Strict Mode
A module can enable ‘strict mode’ by setting strict: true
in its configuration within tach.toml
.
How does it work?
When a module is in strict mode, other modules may only import names declared in __all__
.
For Python packages marked as modules, __all__
is checked within __init__.py
.
This creates an explicit public interface for the module which prevents coupling to implementation details, and makes future changes easier.
Example
Given modules called ‘core’ and ‘parsing’, we may have tach.toml
contents like this:
# tach.toml
[[modules]]
path = "parsing"
depends_on = [
{ path = "core" }
]
strict = true
[[modules]]
path = "core"
depends_on = []
strict = true
Then, in parsing.py
, we may have:
from core.main import get_data # This import fails
get_data()
This import would fail tach check
with the following error:
❌ parsing.py[L1]: Module 'core' is in strict mode.
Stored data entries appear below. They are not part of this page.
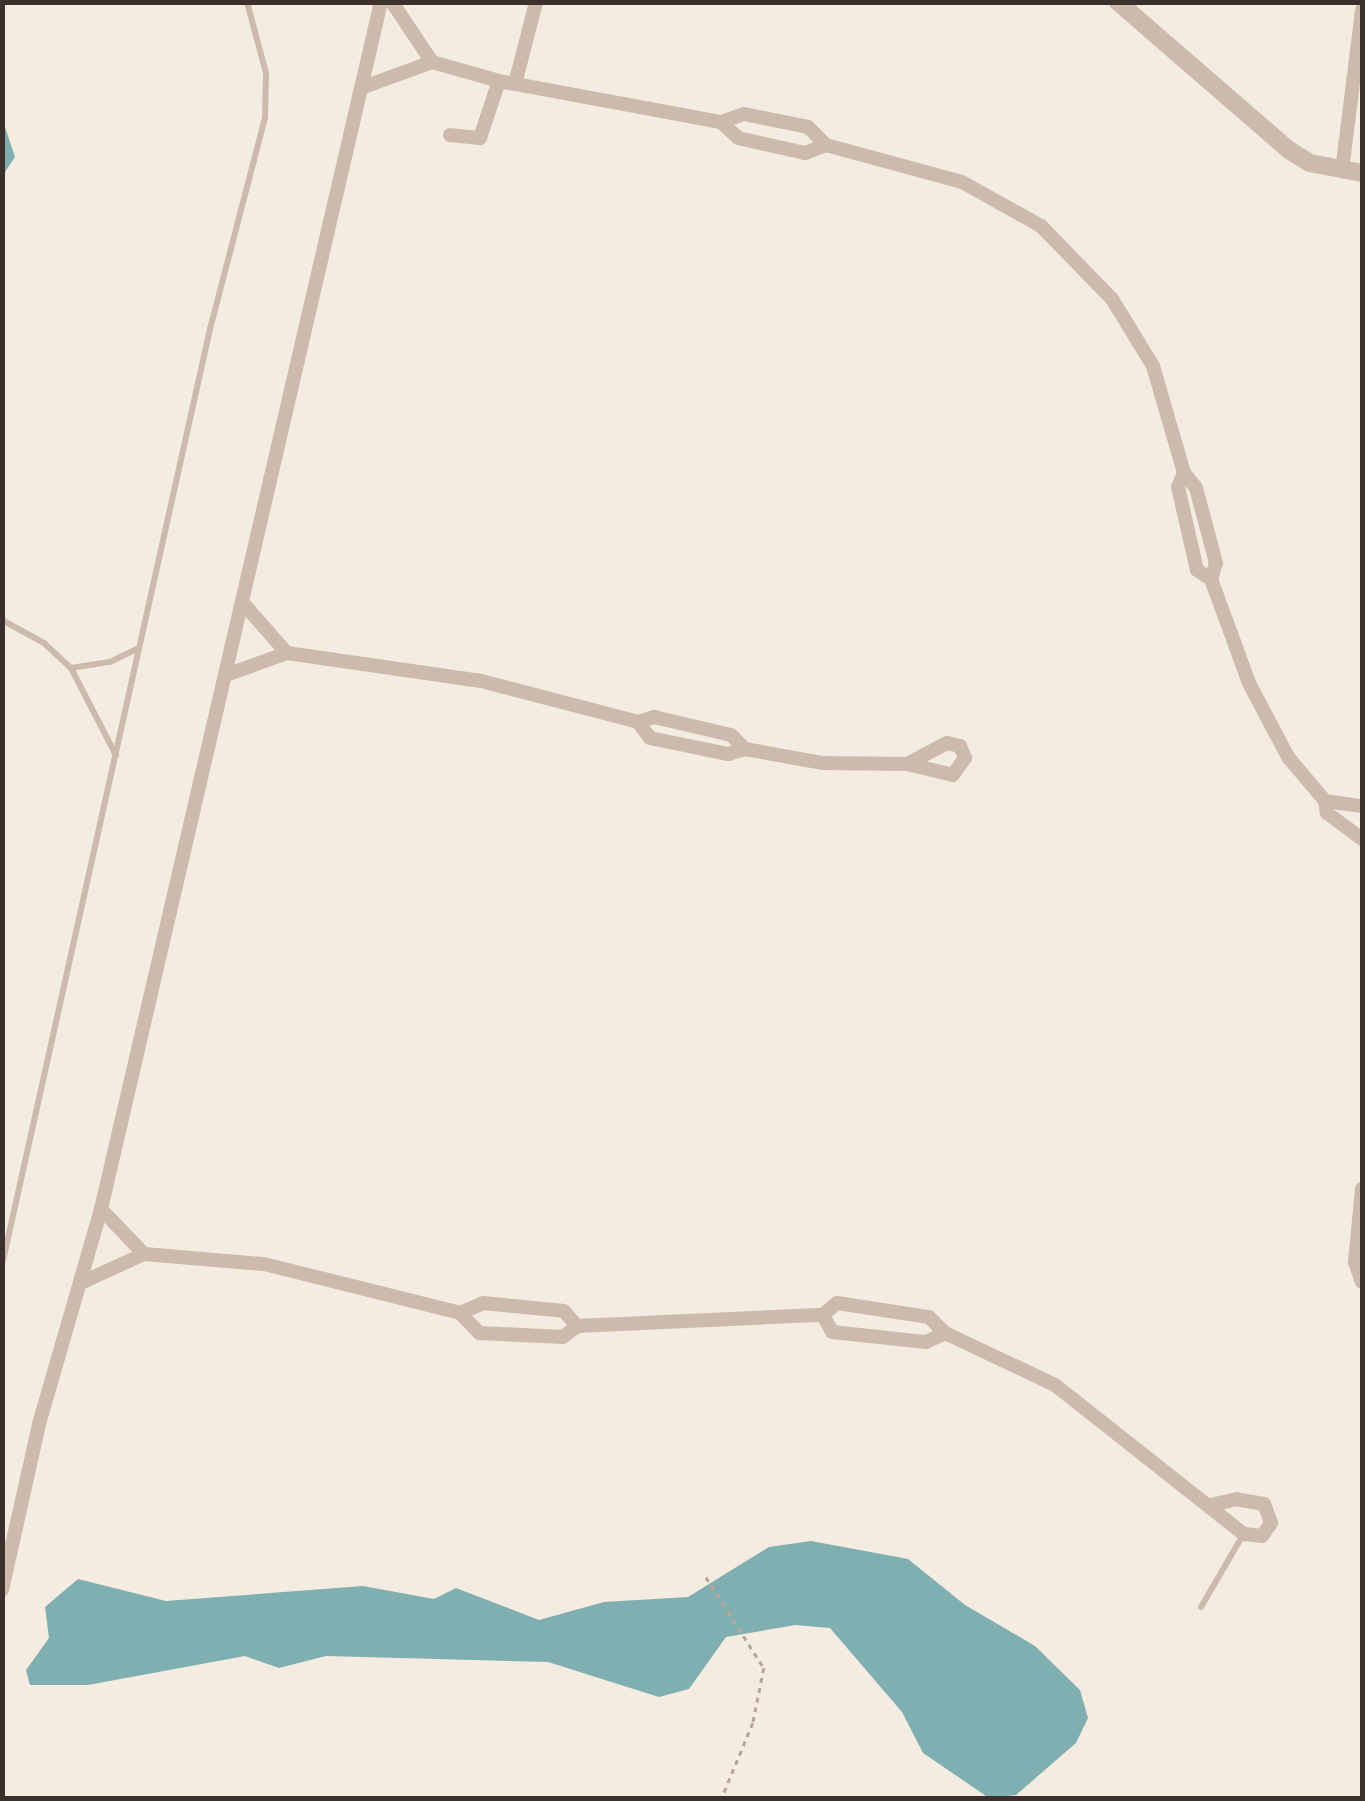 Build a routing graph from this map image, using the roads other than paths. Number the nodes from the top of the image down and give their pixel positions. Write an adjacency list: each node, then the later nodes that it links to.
1 (247, 2): 18 (lane)
2 (381, 2): 10 (street)
3 (392, 2): 7 (street)
4 (536, 2): 9 (street)
5 (1118, 2): 14 (street)
6 (1362, 10): 14 (street)
7 (432, 62): 8 (street); 10 (street)
8 (499, 81): 9 (street); 12 (street)
9 (515, 84): 11 (street)
10 (362, 88): 16 (street)
11 (721, 122): 13 (street); 13 (street)
12 (450, 135)
13 (826, 146): 24 (street)
14 (1342, 170): 15 (street)
15 (1362, 173)
16 (242, 602): 19 (street); 21 (street)
17 (2, 620): 20 (lane)
18 (140, 647): 20 (lane); 22 (lane)
19 (287, 652): 21 (street); 23 (street)
20 (70, 668): 22 (lane)
21 (226, 675): 28 (street)
22 (116, 756): 30 (lane)
23 (908, 764)
24 (1326, 801): 25 (street); 26 (street)
25 (1362, 806)
26 (1362, 839)
27 (1362, 1189): 32 (street)
28 (101, 1209): 29 (street); 31 (street)
29 (144, 1254): 31 (street); 33 (street)
30 (2, 1265)
31 (83, 1282): 39 (street)
32 (1362, 1282)
33 (460, 1313): 35 (street); 35 (street)
34 (823, 1315): 35 (street); 36 (street); 36 (street)
35 (577, 1326)
36 (946, 1334): 37 (street)
37 (1212, 1504): 38 (street); 38 (street)
38 (1244, 1534): 40 (lane)
39 (2, 1590)
40 (1201, 1607) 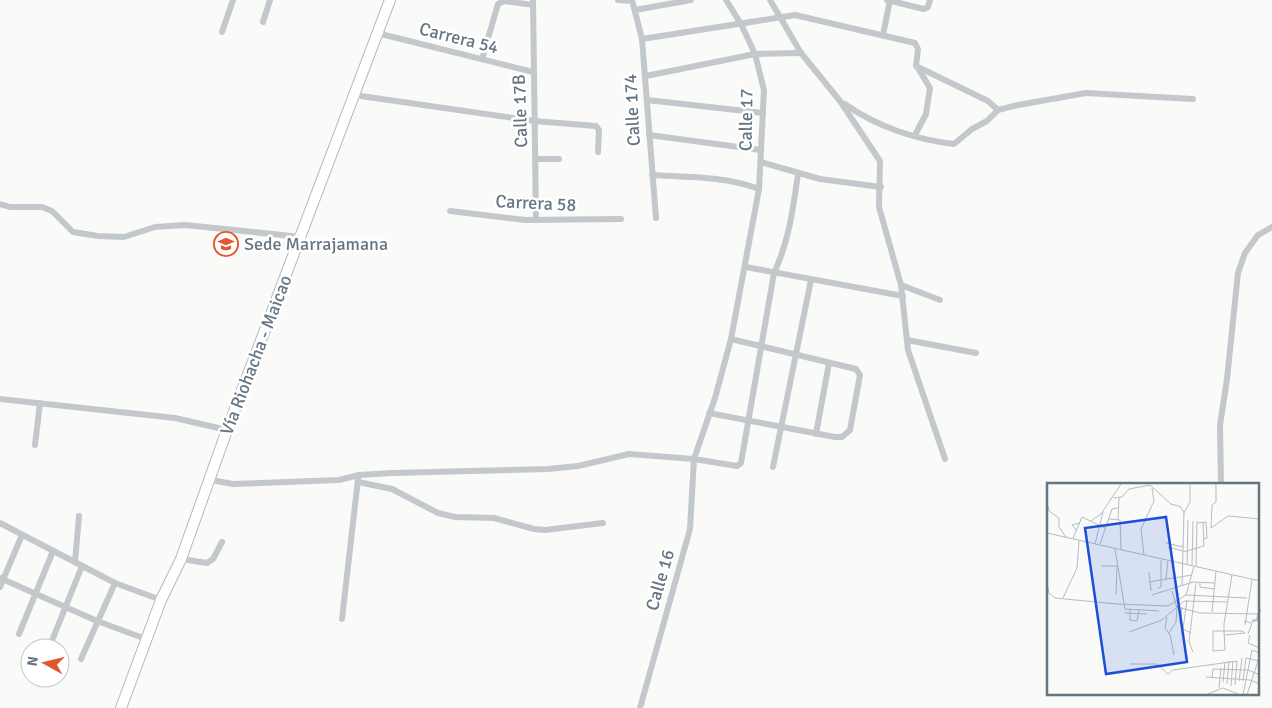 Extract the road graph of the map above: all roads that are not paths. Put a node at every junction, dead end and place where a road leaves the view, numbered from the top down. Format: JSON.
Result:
{"nodes":[{"id":1,"x":234,"y":0,"type":"edge"},
{"id":2,"x":270,"y":0,"type":"edge"},
{"id":3,"x":390,"y":0,"type":"edge"},
{"id":4,"x":618,"y":0,"type":"edge"},
{"id":5,"x":632,"y":0,"type":"edge"},
{"id":6,"x":691,"y":0,"type":"edge"},
{"id":7,"x":726,"y":0,"type":"edge"},
{"id":8,"x":770,"y":0,"type":"edge"},
{"id":9,"x":889,"y":0,"type":"edge"},
{"id":10,"x":930,"y":0,"type":"edge"},
{"id":11,"x":533,"y":3,"type":"edge"},
{"id":12,"x":635,"y":10,"type":"junction"},
{"id":13,"x":778,"y":17,"type":"junction"},
{"id":14,"x":263,"y":22,"type":"dead end"},
{"id":15,"x":741,"y":24,"type":"junction"},
{"id":16,"x":222,"y":32,"type":"dead end"},
{"id":17,"x":377,"y":33,"type":"junction"},
{"id":18,"x":883,"y":34,"type":"junction"},
{"id":19,"x":642,"y":39,"type":"junction"},
{"id":20,"x":800,"y":53,"type":"junction"},
{"id":21,"x":755,"y":54,"type":"junction"},
{"id":22,"x":482,"y":59,"type":"junction"},
{"id":23,"x":916,"y":66,"type":"junction"},
{"id":24,"x":533,"y":72,"type":"junction"},
{"id":25,"x":646,"y":76,"type":"junction"},
{"id":26,"x":354,"y":96,"type":"junction"},
{"id":27,"x":1193,"y":99,"type":"dead end"},
{"id":28,"x":647,"y":100,"type":"junction"},
{"id":29,"x":840,"y":101,"type":"junction"},
{"id":30,"x":998,"y":110,"type":"junction"},
{"id":31,"x":763,"y":113,"type":"junction"},
{"id":32,"x":534,"y":121,"type":"junction"},
{"id":33,"x":649,"y":135,"type":"junction"},
{"id":34,"x":916,"y":135,"type":"junction"},
{"id":35,"x":761,"y":150,"type":"junction"},
{"id":36,"x":598,"y":152,"type":"dead end"},
{"id":37,"x":536,"y":159,"type":"junction"},
{"id":38,"x":559,"y":159,"type":"dead end"},
{"id":39,"x":761,"y":162,"type":"junction"},
{"id":40,"x":798,"y":174,"type":"junction"},
{"id":41,"x":652,"y":175,"type":"junction"},
{"id":42,"x":881,"y":187,"type":"junction"},
{"id":43,"x":759,"y":190,"type":"junction"},
{"id":44,"x":0,"y":204,"type":"edge"},
{"id":45,"x":450,"y":211,"type":"dead end"},
{"id":46,"x":656,"y":218,"type":"dead end"},
{"id":47,"x":621,"y":219,"type":"dead end"},
{"id":48,"x":536,"y":220,"type":"junction"},
{"id":49,"x":1272,"y":227,"type":"edge"},
{"id":50,"x":300,"y":238,"type":"junction"},
{"id":51,"x":746,"y":267,"type":"junction"},
{"id":52,"x":774,"y":273,"type":"junction"},
{"id":53,"x":811,"y":280,"type":"junction"},
{"id":54,"x":901,"y":285,"type":"junction"},
{"id":55,"x":903,"y":296,"type":"junction"},
{"id":56,"x":940,"y":300,"type":"dead end"},
{"id":57,"x":731,"y":339,"type":"junction"},
{"id":58,"x":907,"y":340,"type":"junction"},
{"id":59,"x":762,"y":347,"type":"junction"},
{"id":60,"x":976,"y":353,"type":"dead end"},
{"id":61,"x":797,"y":356,"type":"junction"},
{"id":62,"x":829,"y":363,"type":"junction"},
{"id":63,"x":0,"y":399,"type":"edge"},
{"id":64,"x":40,"y":403,"type":"junction"},
{"id":65,"x":709,"y":413,"type":"junction"},
{"id":66,"x":748,"y":421,"type":"junction"},
{"id":67,"x":782,"y":427,"type":"junction"},
{"id":68,"x":227,"y":430,"type":"junction"},
{"id":69,"x":816,"y":434,"type":"junction"},
{"id":70,"x":35,"y":445,"type":"dead end"},
{"id":71,"x":945,"y":458,"type":"dead end"},
{"id":72,"x":694,"y":459,"type":"junction"},
{"id":73,"x":773,"y":467,"type":"dead end"},
{"id":74,"x":358,"y":478,"type":"junction"},
{"id":75,"x":211,"y":480,"type":"junction"},
{"id":76,"x":1221,"y":483,"type":"edge"},
{"id":77,"x":79,"y":516,"type":"dead end"},
{"id":78,"x":0,"y":523,"type":"edge"},
{"id":79,"x":603,"y":523,"type":"dead end"},
{"id":80,"x":22,"y":535,"type":"junction"},
{"id":81,"x":222,"y":542,"type":"dead end"},
{"id":82,"x":53,"y":552,"type":"junction"},
{"id":83,"x":181,"y":559,"type":"junction"},
{"id":84,"x":75,"y":562,"type":"junction"},
{"id":85,"x":82,"y":566,"type":"junction"},
{"id":86,"x":2,"y":579,"type":"edge"},
{"id":87,"x":115,"y":583,"type":"junction"},
{"id":88,"x":0,"y":587,"type":"edge"},
{"id":89,"x":35,"y":594,"type":"junction"},
{"id":90,"x":161,"y":600,"type":"junction"},
{"id":91,"x":64,"y":606,"type":"junction"},
{"id":92,"x":342,"y":619,"type":"dead end"},
{"id":93,"x":97,"y":621,"type":"junction"},
{"id":94,"x":19,"y":634,"type":"dead end"},
{"id":95,"x":52,"y":638,"type":"edge"},
{"id":96,"x":146,"y":639,"type":"junction"},
{"id":97,"x":81,"y":659,"type":"dead end"},
{"id":98,"x":121,"y":708,"type":"edge"},
{"id":99,"x":640,"y":708,"type":"edge"}],
"edges":[{"from":1,"to":16,"type":"street"},
{"from":2,"to":14,"type":"street"},
{"from":3,"to":17,"type":"highway","name":"Vía Riohacha - Maicao"},
{"from":4,"to":5,"type":"street"},
{"from":5,"to":12,"type":"street","name":"Calle 174"},
{"from":6,"to":12,"type":"street"},
{"from":7,"to":15,"type":"street","name":"Calle 17"},
{"from":8,"to":13,"type":"street"},
{"from":9,"to":10,"type":"street"},
{"from":9,"to":18,"type":"street"},
{"from":11,"to":22,"type":"street"},
{"from":11,"to":24,"type":"street","name":"Calle 17B"},
{"from":12,"to":19,"type":"street","name":"Calle 174"},
{"from":13,"to":15,"type":"street"},
{"from":13,"to":18,"type":"street"},
{"from":13,"to":20,"type":"street"},
{"from":15,"to":19,"type":"street"},
{"from":15,"to":21,"type":"street","name":"Calle 17"},
{"from":17,"to":22,"type":"street","name":"Carrera 54"},
{"from":17,"to":26,"type":"highway","name":"Vía Riohacha - Maicao"},
{"from":18,"to":23,"type":"street"},
{"from":19,"to":25,"type":"street","name":"Calle 174"},
{"from":20,"to":21,"type":"street"},
{"from":20,"to":29,"type":"street"},
{"from":21,"to":25,"type":"street"},
{"from":21,"to":31,"type":"street","name":"Calle 17"},
{"from":22,"to":24,"type":"street","name":"Carrera 54"},
{"from":23,"to":30,"type":"street"},
{"from":23,"to":34,"type":"street"},
{"from":24,"to":32,"type":"street","name":"Calle 17B"},
{"from":25,"to":28,"type":"street","name":"Calle 174"},
{"from":26,"to":32,"type":"street"},
{"from":26,"to":50,"type":"highway","name":"Vía Riohacha - Maicao"},
{"from":27,"to":30,"type":"street"},
{"from":28,"to":31,"type":"street"},
{"from":28,"to":33,"type":"street","name":"Calle 174"},
{"from":29,"to":34,"type":"street"},
{"from":29,"to":42,"type":"street"},
{"from":30,"to":34,"type":"street"},
{"from":31,"to":35,"type":"street","name":"Calle 17"},
{"from":32,"to":36,"type":"street"},
{"from":32,"to":37,"type":"street","name":"Calle 17B"},
{"from":33,"to":35,"type":"street"},
{"from":33,"to":41,"type":"street","name":"Calle 174"},
{"from":35,"to":39,"type":"street","name":"Calle 17"},
{"from":37,"to":38,"type":"street"},
{"from":37,"to":48,"type":"street","name":"Calle 17B"},
{"from":39,"to":40,"type":"street"},
{"from":39,"to":43,"type":"street","name":"Calle 17"},
{"from":40,"to":42,"type":"street"},
{"from":40,"to":52,"type":"street"},
{"from":41,"to":43,"type":"street"},
{"from":41,"to":46,"type":"street","name":"Calle 174"},
{"from":42,"to":54,"type":"street"},
{"from":43,"to":51,"type":"street","name":"Calle 17"},
{"from":44,"to":50,"type":"street"},
{"from":45,"to":48,"type":"street","name":"Carrera 58"},
{"from":47,"to":48,"type":"street","name":"Carrera 58"},
{"from":49,"to":76,"type":"street"},
{"from":50,"to":68,"type":"highway","name":"Vía Riohacha - Maicao"},
{"from":51,"to":52,"type":"street"},
{"from":51,"to":57,"type":"street","name":"Calle 17"},
{"from":52,"to":53,"type":"street"},
{"from":52,"to":59,"type":"street"},
{"from":53,"to":55,"type":"street"},
{"from":53,"to":61,"type":"street"},
{"from":54,"to":55,"type":"street"},
{"from":54,"to":56,"type":"street"},
{"from":55,"to":58,"type":"street"},
{"from":57,"to":59,"type":"street"},
{"from":57,"to":65,"type":"street","name":"Calle 16"},
{"from":58,"to":60,"type":"street"},
{"from":58,"to":71,"type":"street"},
{"from":59,"to":61,"type":"street"},
{"from":59,"to":66,"type":"street"},
{"from":61,"to":62,"type":"street"},
{"from":61,"to":67,"type":"street"},
{"from":62,"to":69,"type":"street"},
{"from":62,"to":69,"type":"street"},
{"from":63,"to":64,"type":"street"},
{"from":64,"to":68,"type":"street"},
{"from":64,"to":70,"type":"street"},
{"from":65,"to":66,"type":"street"},
{"from":65,"to":72,"type":"street","name":"Calle 16"},
{"from":66,"to":67,"type":"street"},
{"from":66,"to":72,"type":"street"},
{"from":67,"to":69,"type":"street"},
{"from":67,"to":73,"type":"street"},
{"from":68,"to":75,"type":"highway","name":"Vía Riohacha - Maicao"},
{"from":72,"to":74,"type":"street"},
{"from":72,"to":99,"type":"street","name":"Calle 16"},
{"from":74,"to":75,"type":"street"},
{"from":74,"to":79,"type":"street"},
{"from":74,"to":92,"type":"street"},
{"from":75,"to":83,"type":"highway","name":"Vía Riohacha - Maicao"},
{"from":77,"to":84,"type":"street"},
{"from":78,"to":80,"type":"street"},
{"from":80,"to":82,"type":"street"},
{"from":80,"to":86,"type":"street"},
{"from":81,"to":83,"type":"street"},
{"from":82,"to":84,"type":"street"},
{"from":82,"to":89,"type":"street"},
{"from":83,"to":90,"type":"highway","name":"Vía Riohacha - Maicao"},
{"from":84,"to":85,"type":"street"},
{"from":85,"to":87,"type":"street"},
{"from":85,"to":91,"type":"street"},
{"from":86,"to":88,"type":"street"},
{"from":86,"to":89,"type":"street"},
{"from":87,"to":90,"type":"street"},
{"from":87,"to":93,"type":"street"},
{"from":89,"to":91,"type":"street"},
{"from":89,"to":94,"type":"street"},
{"from":90,"to":96,"type":"highway","name":"Vía Riohacha - Maicao"},
{"from":91,"to":93,"type":"street"},
{"from":91,"to":95,"type":"street"},
{"from":93,"to":96,"type":"street"},
{"from":93,"to":97,"type":"street"},
{"from":96,"to":98,"type":"highway","name":"Vía Riohacha - Maicao"}]}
Only imports from the public interface of this module are allowed. The import 'core.main.get_data' (in module 'parsing') is not included in __all__.
If get_data
should actually be part of the public interface of ‘core’, it needs to be specified in __all__
of core/__init__.py
or core.py
:
core/__init__.py
from .main import get_data
__all__ = ["get_data"]
which would allow ‘parsing’ to depend on this interface:
from core import get_data # This import is OK
get_data()
tach check
will now pass!
✅ All module dependencies validated!